Bryan Tells Senators In Emergency Meeting He Wants $3-4 Million For WAPA
CHRISTIANSTED — In an emergency meeting held just after the Virgin Islands Water and Power Authority got a default notice on Saturday, Governor Albert Bryan, Jr. and all 15 senators of the 33rd Legislature agreed to work together to find funding to meet the WAPA’s outstanding obligation to Vitol, in an effort to stave off an energy crisis that may leave ratepayers with heftier bills for unreliable service.
On Friday, Vitol, the company supplying propane gas to the utility, issued a default notice to WAPA saying it would suspend propane deliveries at noon today on Saturday, Government House said.
The default notice came on the heels of yet another denial by the Public Services Commission (PSC) for a base rate increase, which would allow WAPA to refinance its debt.
On December 12, the PSC voted unanimously to decrease the electric Levelized Energy Adjustment Clause (LEAC) rates to 16.39 cents per kilowatt-hour, and the water LEAC to $5.03 per thousand gallons, effective Jan. 1 – without a corresponding increase in the base rate.
Following the PSC’s decision, Vitol declared the Authority in default of its payment obligations. The Authority has been petitioning the PSC since April for a base rate increase.
At approximately 11 a.m. today, Saturday, Vitol ceased operations at its propane facility, forcing WAPA to shut down its most efficient propane-fueled generators, and only use much more expensive No. 2 oil on its older, less efficient generators.
WAPA officials have said the utility does not have revenues to pay the higher fuel costs and will not be able to sustain electrical generation without an immediate infusion of cash.
Following the two-and-half-hour meeting held by video-conference between Bryan, Lieutenant Governor Tregenza Roach, senators and Larry Kupfer, WAPA Chief Executive Officer, senators agreed they would consider meeting in Special Session next week to appropriate $3 to $4 million to meet the utility’s immediate shortfall to begin the resupply of propane gas.
“We do have a real crisis,” Bryan admitted. “A few hours ago, we switched over to diesel fuel, which puts us in a precarious situation. The most immediate need right now is for relief to the authority.”

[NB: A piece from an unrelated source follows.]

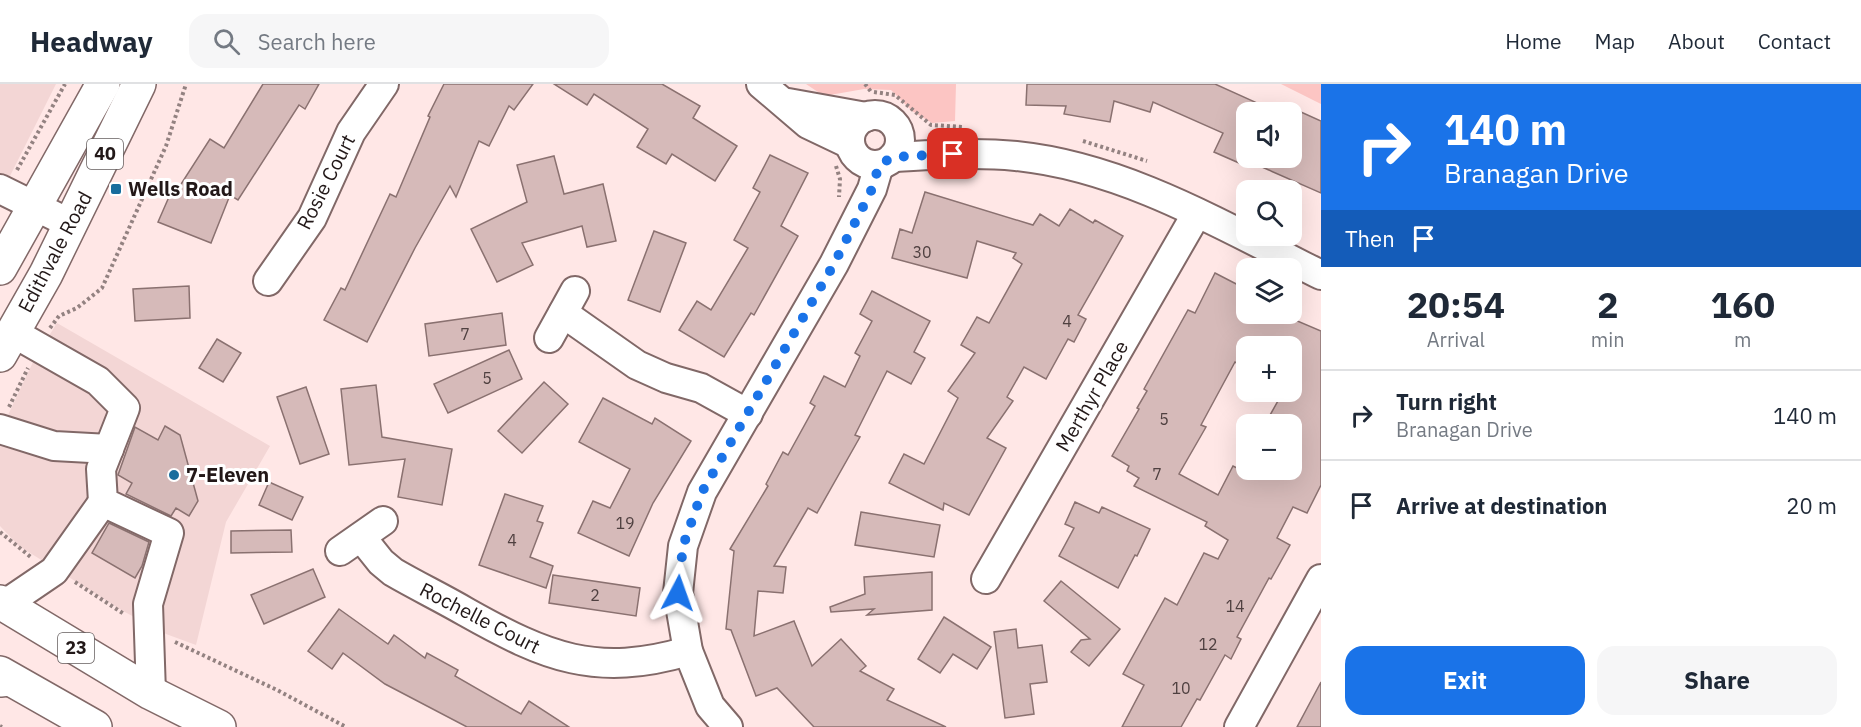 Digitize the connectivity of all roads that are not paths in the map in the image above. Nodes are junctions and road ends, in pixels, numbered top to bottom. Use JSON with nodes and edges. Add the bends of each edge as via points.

Bryan also requested that the lawmakers work alongside his Administration to develop a long-term solution to addressing WAPA’s mounting debt, which includes supporting a base rate increase.
The central government has already been making payments to assist WAPA with its liquidity issues. But that assistance is not sustainable, Bryan said.

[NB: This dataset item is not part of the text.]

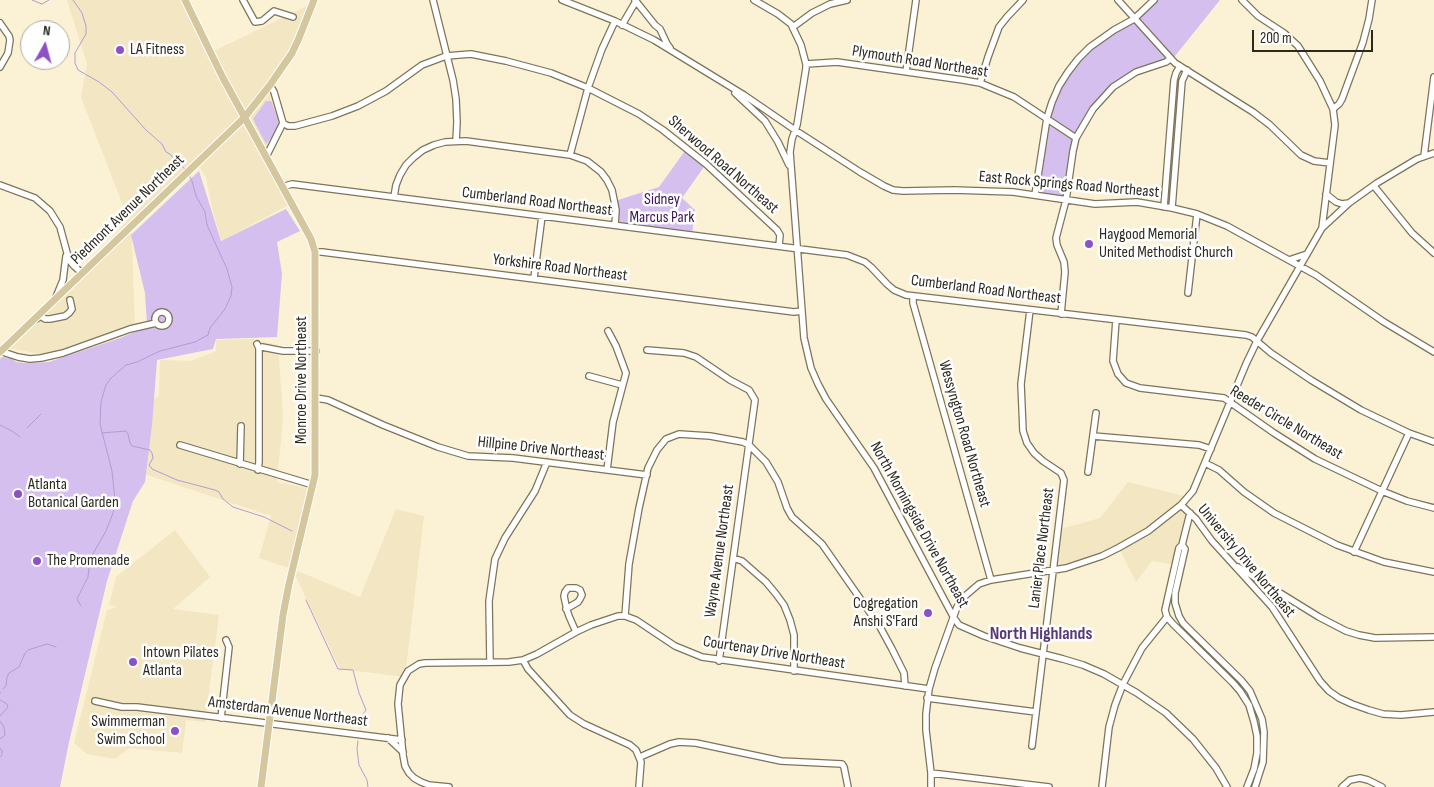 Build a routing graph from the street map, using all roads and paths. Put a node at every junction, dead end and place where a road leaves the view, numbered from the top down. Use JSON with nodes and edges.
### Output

Senators agreed to work with the Administration on a long-term solution, which includes possibly developing legislation to ensure the funds generated from the base rate increase are used for its intended purpose. Senators are also asking that WAPA be fully transparent about how funds from previous rate increases to pay Vitol have been used, and work to improve its billing practices.
Senate President Novelle Francis, Jr. told St. Croix Avis reporter Lasiba Knight after the press conference that the Legislature would not be willing to agree to the money for WAPA in the “short term” without reasonable assurances that it would be spent appropriately.
WAPA pledged to make a greater effort to resolve its billing discrepancies, which has created a lot of anxiety in the community.
“We agreed to work together to hold WAPA accountable to the people, Bryan said. “Many questions have been posed that need to be answered. Our intent is to create a solution that is well-thought-out and holds WAPA accountable. Our goal, always, is to have a more reliable and affordable power grid.”
He also asked that WAPA to begin implementing measures as a “show of good faith.”
Bryan, senators, and WAPA officials will meet again on Monday to continue discussions.
Vitol is a private company founded in Rotterdam, Sweden in 1966.